⟨

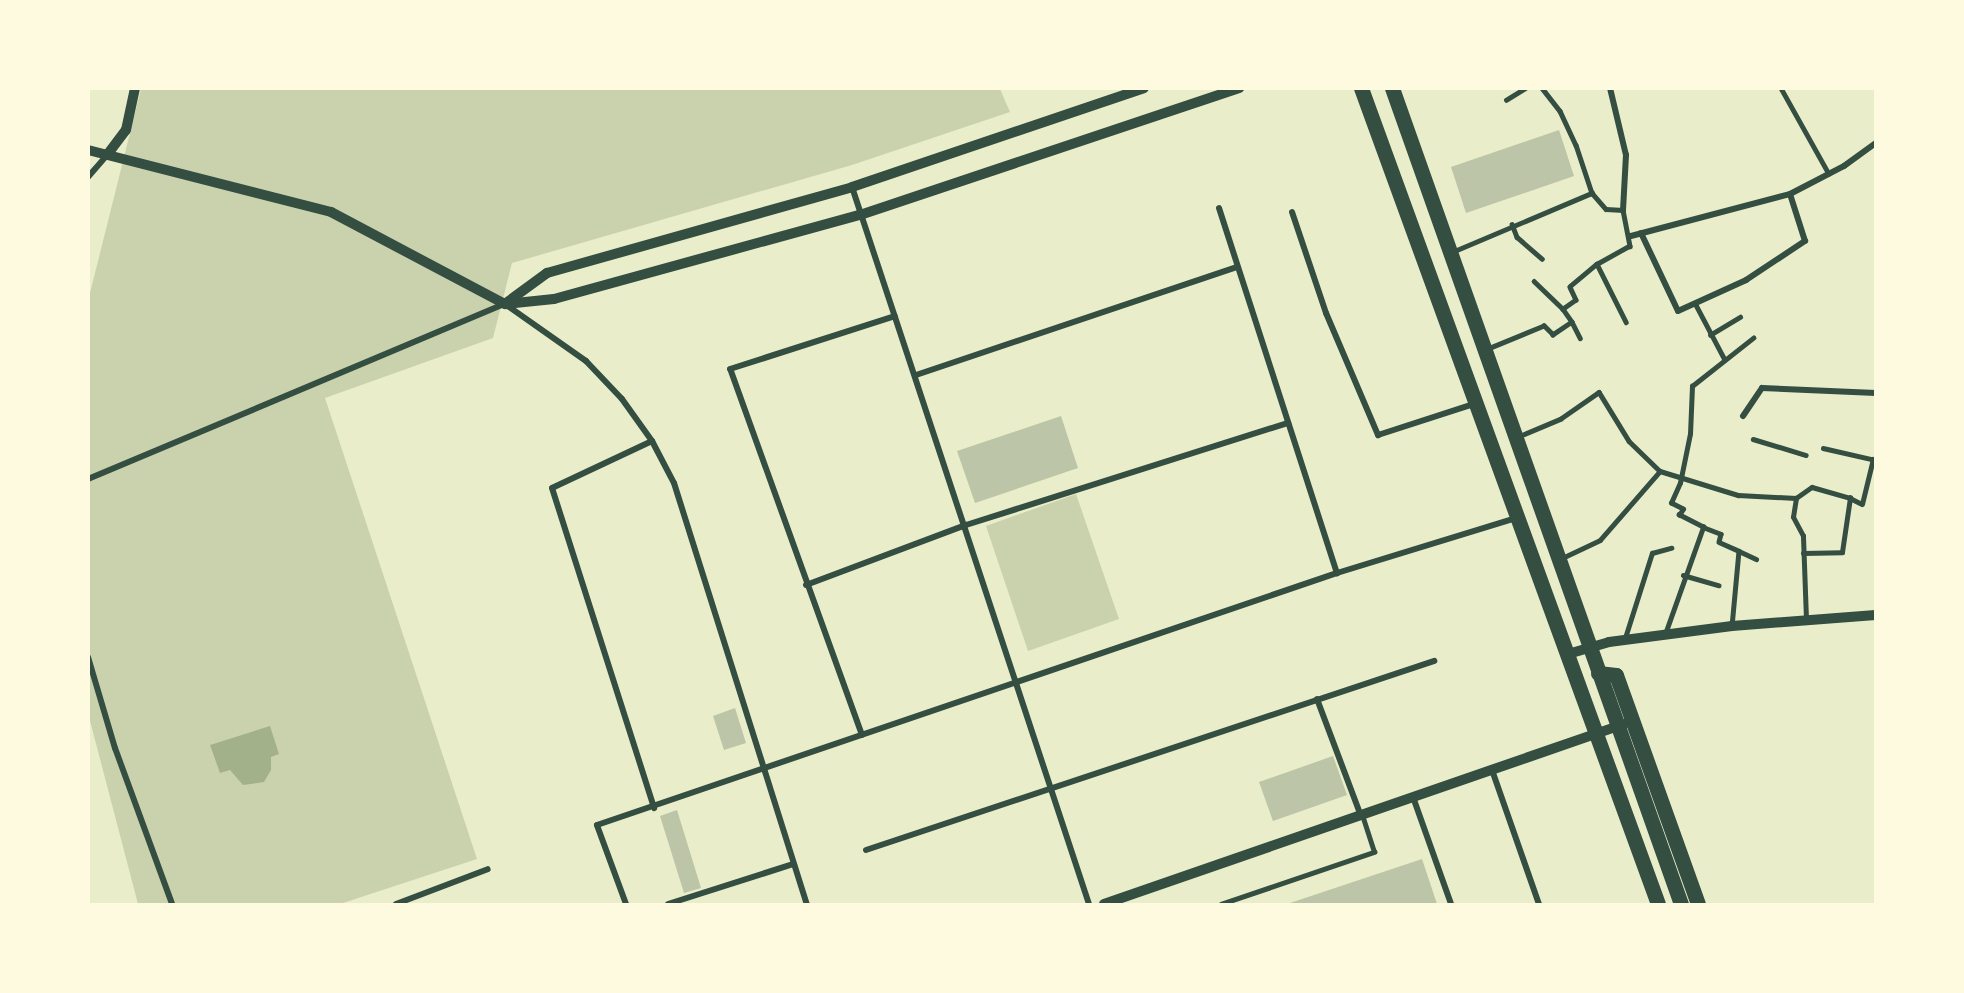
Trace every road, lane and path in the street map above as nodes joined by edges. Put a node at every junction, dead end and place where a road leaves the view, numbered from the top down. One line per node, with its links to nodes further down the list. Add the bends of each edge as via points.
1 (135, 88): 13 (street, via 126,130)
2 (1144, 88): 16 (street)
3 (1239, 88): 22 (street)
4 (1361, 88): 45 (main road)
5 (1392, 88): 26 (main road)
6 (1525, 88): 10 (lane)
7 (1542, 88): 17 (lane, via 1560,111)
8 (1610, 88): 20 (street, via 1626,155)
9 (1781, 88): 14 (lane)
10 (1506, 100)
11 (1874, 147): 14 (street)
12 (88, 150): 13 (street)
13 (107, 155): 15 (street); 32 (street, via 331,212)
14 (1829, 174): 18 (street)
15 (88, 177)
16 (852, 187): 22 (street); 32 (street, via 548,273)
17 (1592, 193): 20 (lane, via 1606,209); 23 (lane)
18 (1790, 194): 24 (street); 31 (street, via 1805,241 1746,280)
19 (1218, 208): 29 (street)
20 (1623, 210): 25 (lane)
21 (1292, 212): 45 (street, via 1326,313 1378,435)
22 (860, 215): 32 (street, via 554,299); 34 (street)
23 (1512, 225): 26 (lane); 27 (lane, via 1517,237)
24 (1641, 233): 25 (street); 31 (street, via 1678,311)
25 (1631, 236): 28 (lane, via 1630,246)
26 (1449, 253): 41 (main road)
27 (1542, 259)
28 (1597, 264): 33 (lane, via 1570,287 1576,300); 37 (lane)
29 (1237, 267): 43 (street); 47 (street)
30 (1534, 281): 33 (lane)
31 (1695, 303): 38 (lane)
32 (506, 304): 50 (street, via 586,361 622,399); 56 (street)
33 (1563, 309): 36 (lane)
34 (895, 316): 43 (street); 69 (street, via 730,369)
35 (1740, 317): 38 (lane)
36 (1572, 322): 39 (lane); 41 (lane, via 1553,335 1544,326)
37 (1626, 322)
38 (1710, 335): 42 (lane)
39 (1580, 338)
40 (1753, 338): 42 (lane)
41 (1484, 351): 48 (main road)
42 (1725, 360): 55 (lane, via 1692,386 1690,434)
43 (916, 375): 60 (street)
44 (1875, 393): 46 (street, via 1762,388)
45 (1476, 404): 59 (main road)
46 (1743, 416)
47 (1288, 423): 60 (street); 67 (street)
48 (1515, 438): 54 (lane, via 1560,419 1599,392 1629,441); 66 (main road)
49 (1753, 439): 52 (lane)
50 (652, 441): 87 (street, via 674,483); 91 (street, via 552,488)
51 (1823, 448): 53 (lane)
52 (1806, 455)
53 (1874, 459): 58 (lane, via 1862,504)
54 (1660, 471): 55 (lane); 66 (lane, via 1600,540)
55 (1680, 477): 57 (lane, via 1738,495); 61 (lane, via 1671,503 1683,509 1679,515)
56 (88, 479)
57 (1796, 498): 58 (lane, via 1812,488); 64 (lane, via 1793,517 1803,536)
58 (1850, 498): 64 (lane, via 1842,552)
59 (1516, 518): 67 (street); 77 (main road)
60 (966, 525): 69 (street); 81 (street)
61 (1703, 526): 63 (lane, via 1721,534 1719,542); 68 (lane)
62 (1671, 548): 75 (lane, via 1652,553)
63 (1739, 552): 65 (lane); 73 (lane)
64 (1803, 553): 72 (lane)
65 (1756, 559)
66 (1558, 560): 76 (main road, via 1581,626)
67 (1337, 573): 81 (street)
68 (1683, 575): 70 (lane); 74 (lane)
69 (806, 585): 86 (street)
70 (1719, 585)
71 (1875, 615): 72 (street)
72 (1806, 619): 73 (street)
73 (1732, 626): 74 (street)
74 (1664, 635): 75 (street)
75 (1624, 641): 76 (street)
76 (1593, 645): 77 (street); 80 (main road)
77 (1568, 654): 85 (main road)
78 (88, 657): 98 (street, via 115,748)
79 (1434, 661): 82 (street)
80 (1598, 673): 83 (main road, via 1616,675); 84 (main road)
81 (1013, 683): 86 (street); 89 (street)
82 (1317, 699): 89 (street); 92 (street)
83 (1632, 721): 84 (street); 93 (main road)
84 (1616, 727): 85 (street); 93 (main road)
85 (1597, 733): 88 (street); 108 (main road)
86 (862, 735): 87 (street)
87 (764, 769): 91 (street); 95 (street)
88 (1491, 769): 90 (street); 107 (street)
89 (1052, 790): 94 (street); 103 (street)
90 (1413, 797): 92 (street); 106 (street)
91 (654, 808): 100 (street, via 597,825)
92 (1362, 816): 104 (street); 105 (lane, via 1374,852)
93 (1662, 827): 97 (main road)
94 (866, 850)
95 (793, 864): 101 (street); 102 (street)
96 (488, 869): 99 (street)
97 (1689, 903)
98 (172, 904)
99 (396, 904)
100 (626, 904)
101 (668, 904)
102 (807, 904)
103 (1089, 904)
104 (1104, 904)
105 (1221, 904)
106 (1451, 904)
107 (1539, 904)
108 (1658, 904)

⟩

■ REQUIREMENT: Give the listing above again in its entirety and exactly; do not include the pictures.

■ TASK RESULT:
Trace every road, lane and path in the street map above as nodes joined by edges. Put a node at every junction, dead end and place where a road leaves the view, numbered from the top down. One line per node, with its links to nodes further down the list. Add the bends of each edge as via points.
1 (135, 88): 13 (street, via 126,130)
2 (1144, 88): 16 (street)
3 (1239, 88): 22 (street)
4 (1361, 88): 45 (main road)
5 (1392, 88): 26 (main road)
6 (1525, 88): 10 (lane)
7 (1542, 88): 17 (lane, via 1560,111)
8 (1610, 88): 20 (street, via 1626,155)
9 (1781, 88): 14 (lane)
10 (1506, 100)
11 (1874, 147): 14 (street)
12 (88, 150): 13 (street)
13 (107, 155): 15 (street); 32 (street, via 331,212)
14 (1829, 174): 18 (street)
15 (88, 177)
16 (852, 187): 22 (street); 32 (street, via 548,273)
17 (1592, 193): 20 (lane, via 1606,209); 23 (lane)
18 (1790, 194): 24 (street); 31 (street, via 1805,241 1746,280)
19 (1218, 208): 29 (street)
20 (1623, 210): 25 (lane)
21 (1292, 212): 45 (street, via 1326,313 1378,435)
22 (860, 215): 32 (street, via 554,299); 34 (street)
23 (1512, 225): 26 (lane); 27 (lane, via 1517,237)
24 (1641, 233): 25 (street); 31 (street, via 1678,311)
25 (1631, 236): 28 (lane, via 1630,246)
26 (1449, 253): 41 (main road)
27 (1542, 259)
28 (1597, 264): 33 (lane, via 1570,287 1576,300); 37 (lane)
29 (1237, 267): 43 (street); 47 (street)
30 (1534, 281): 33 (lane)
31 (1695, 303): 38 (lane)
32 (506, 304): 50 (street, via 586,361 622,399); 56 (street)
33 (1563, 309): 36 (lane)
34 (895, 316): 43 (street); 69 (street, via 730,369)
35 (1740, 317): 38 (lane)
36 (1572, 322): 39 (lane); 41 (lane, via 1553,335 1544,326)
37 (1626, 322)
38 (1710, 335): 42 (lane)
39 (1580, 338)
40 (1753, 338): 42 (lane)
41 (1484, 351): 48 (main road)
42 (1725, 360): 55 (lane, via 1692,386 1690,434)
43 (916, 375): 60 (street)
44 (1875, 393): 46 (street, via 1762,388)
45 (1476, 404): 59 (main road)
46 (1743, 416)
47 (1288, 423): 60 (street); 67 (street)
48 (1515, 438): 54 (lane, via 1560,419 1599,392 1629,441); 66 (main road)
49 (1753, 439): 52 (lane)
50 (652, 441): 87 (street, via 674,483); 91 (street, via 552,488)
51 (1823, 448): 53 (lane)
52 (1806, 455)
53 (1874, 459): 58 (lane, via 1862,504)
54 (1660, 471): 55 (lane); 66 (lane, via 1600,540)
55 (1680, 477): 57 (lane, via 1738,495); 61 (lane, via 1671,503 1683,509 1679,515)
56 (88, 479)
57 (1796, 498): 58 (lane, via 1812,488); 64 (lane, via 1793,517 1803,536)
58 (1850, 498): 64 (lane, via 1842,552)
59 (1516, 518): 67 (street); 77 (main road)
60 (966, 525): 69 (street); 81 (street)
61 (1703, 526): 63 (lane, via 1721,534 1719,542); 68 (lane)
62 (1671, 548): 75 (lane, via 1652,553)
63 (1739, 552): 65 (lane); 73 (lane)
64 (1803, 553): 72 (lane)
65 (1756, 559)
66 (1558, 560): 76 (main road, via 1581,626)
67 (1337, 573): 81 (street)
68 (1683, 575): 70 (lane); 74 (lane)
69 (806, 585): 86 (street)
70 (1719, 585)
71 (1875, 615): 72 (street)
72 (1806, 619): 73 (street)
73 (1732, 626): 74 (street)
74 (1664, 635): 75 (street)
75 (1624, 641): 76 (street)
76 (1593, 645): 77 (street); 80 (main road)
77 (1568, 654): 85 (main road)
78 (88, 657): 98 (street, via 115,748)
79 (1434, 661): 82 (street)
80 (1598, 673): 83 (main road, via 1616,675); 84 (main road)
81 (1013, 683): 86 (street); 89 (street)
82 (1317, 699): 89 (street); 92 (street)
83 (1632, 721): 84 (street); 93 (main road)
84 (1616, 727): 85 (street); 93 (main road)
85 (1597, 733): 88 (street); 108 (main road)
86 (862, 735): 87 (street)
87 (764, 769): 91 (street); 95 (street)
88 (1491, 769): 90 (street); 107 (street)
89 (1052, 790): 94 (street); 103 (street)
90 (1413, 797): 92 (street); 106 (street)
91 (654, 808): 100 (street, via 597,825)
92 (1362, 816): 104 (street); 105 (lane, via 1374,852)
93 (1662, 827): 97 (main road)
94 (866, 850)
95 (793, 864): 101 (street); 102 (street)
96 (488, 869): 99 (street)
97 (1689, 903)
98 (172, 904)
99 (396, 904)
100 (626, 904)
101 (668, 904)
102 (807, 904)
103 (1089, 904)
104 (1104, 904)
105 (1221, 904)
106 (1451, 904)
107 (1539, 904)
108 (1658, 904)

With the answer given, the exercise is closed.